THE FACE: "The radical (and very chic) artists to see at Art Basel Paris" (Jack O’Brien)

Joe Bobowicz, 18 October 2024

It’s been quite the year for the South London-based sculptor. Besides fronting the cover of Frieze magazine’s October issue, he’s also just opened a solo show at Camden Art Centre, taking over the space with several austere assemblages of otherwise mundane objects. From the outside, they’re formalistic, a little perturbing, and elusive. Scratch beneath the surface, though, and the queer, metropolitan references come to the fore.

 

Taking cues from the pressure, anticipation and release that might characterise gay cruising and life in a city where space is capital, the artist mainlines this very tension into his works, stretching sheer materials or wrapping cold steels to give an air of imminent release, climax and flux.

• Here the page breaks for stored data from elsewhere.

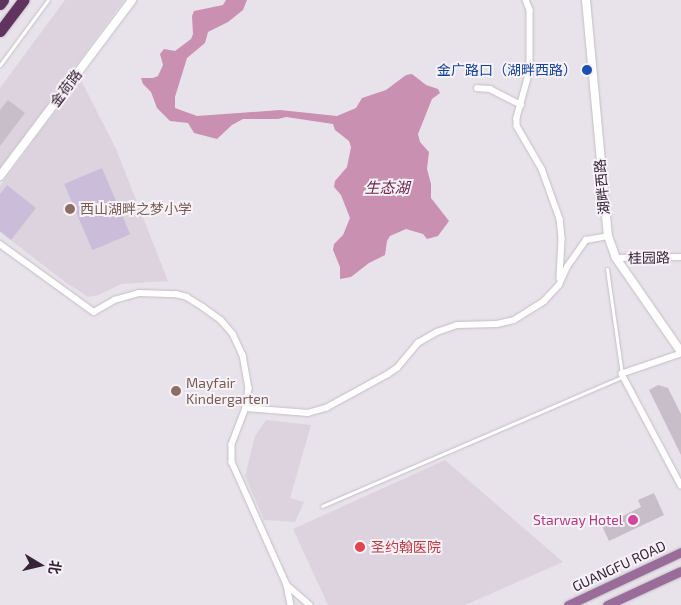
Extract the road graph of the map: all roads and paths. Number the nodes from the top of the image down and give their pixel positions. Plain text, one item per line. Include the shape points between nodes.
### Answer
1 (3, 0) edge
2 (23, 0) edge
3 (48, 0) edge
4 (132, 0) edge
5 (526, 0) edge
6 (586, 0) edge
7 (0, 4) edge
8 (0, 31) edge
9 (0, 65) edge
10 (477, 88) dead end
11 (521, 105) junction
12 (0, 176) edge
13 (608, 236) junction
14 (0, 244) edge
15 (681, 257) edge
16 (616, 258) junction
17 (607, 269) dead end
18 (559, 285) junction
19 (681, 353) edge
20 (622, 375) junction
21 (246, 408) junction
22 (681, 485) edge
23 (322, 506) dead end
24 (681, 552) edge
25 (681, 571) edge
26 (287, 585) junction
27 (292, 605) edge
28 (310, 605) edge
29 (568, 605) edge
30 (607, 605) edge

1 - 7 highway
2 - 8 highway
3 - 9 lane
4 - 12 street, 金荷路
5 - 11 street via 530,10 530,71
6 - 13 street, 湖畔西路
10 - 11 street via 490,89
11 - 18 street via 517,126 542,169 560,219
13 - 16 street, 湖畔西路
13 - 18 street via 586,240
14 - 21 street via 94,312 115,300 139,293 187,297 204,306 233,334 243,355 249,388
15 - 16 street, 桂园路
16 - 19 street, 湖畔西路
17 - 20 lane
18 - 21 street via 544,301 514,320 457,325 437,332 418,343 392,371 326,408 308,413
19 - 20 street
20 - 22 street
20 - 23 lane
21 - 26 street via 232,444 232,462
24 - 29 main road, GUANGFU ROAD
25 - 30 main road
26 - 27 street
26 - 28 street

For Art Basel Paris, Jack presents an equally precarious structure Allowance (2024), comprising two sousaphones (essentially, a larger iteration of the tuba) centred by a starched street lamp, complete with resin bubbles. Suspended from the ceiling, each sousaphone is wrapped in clear PVC, hoicked into place with metal wires.

 

So much of my work has been shaped by a shifting sense of instability in London,” says Jack. You can see in quite a lot of pieces, this kind of honesty around how things are made. Within an instant, things could collapse or be taken apart.” Elsewhere in Capitain Petzel gallery’s booth, a horn, a white stocking and electrical cables are contorted into one unnerving sculpture, spray painted where the horn tapers out. Entitled Lead Eye (2024), this is yet another taste, alongside Allowance, of what’s to come at the artist’s next solo in January 2025 for the Berlin-based gallery.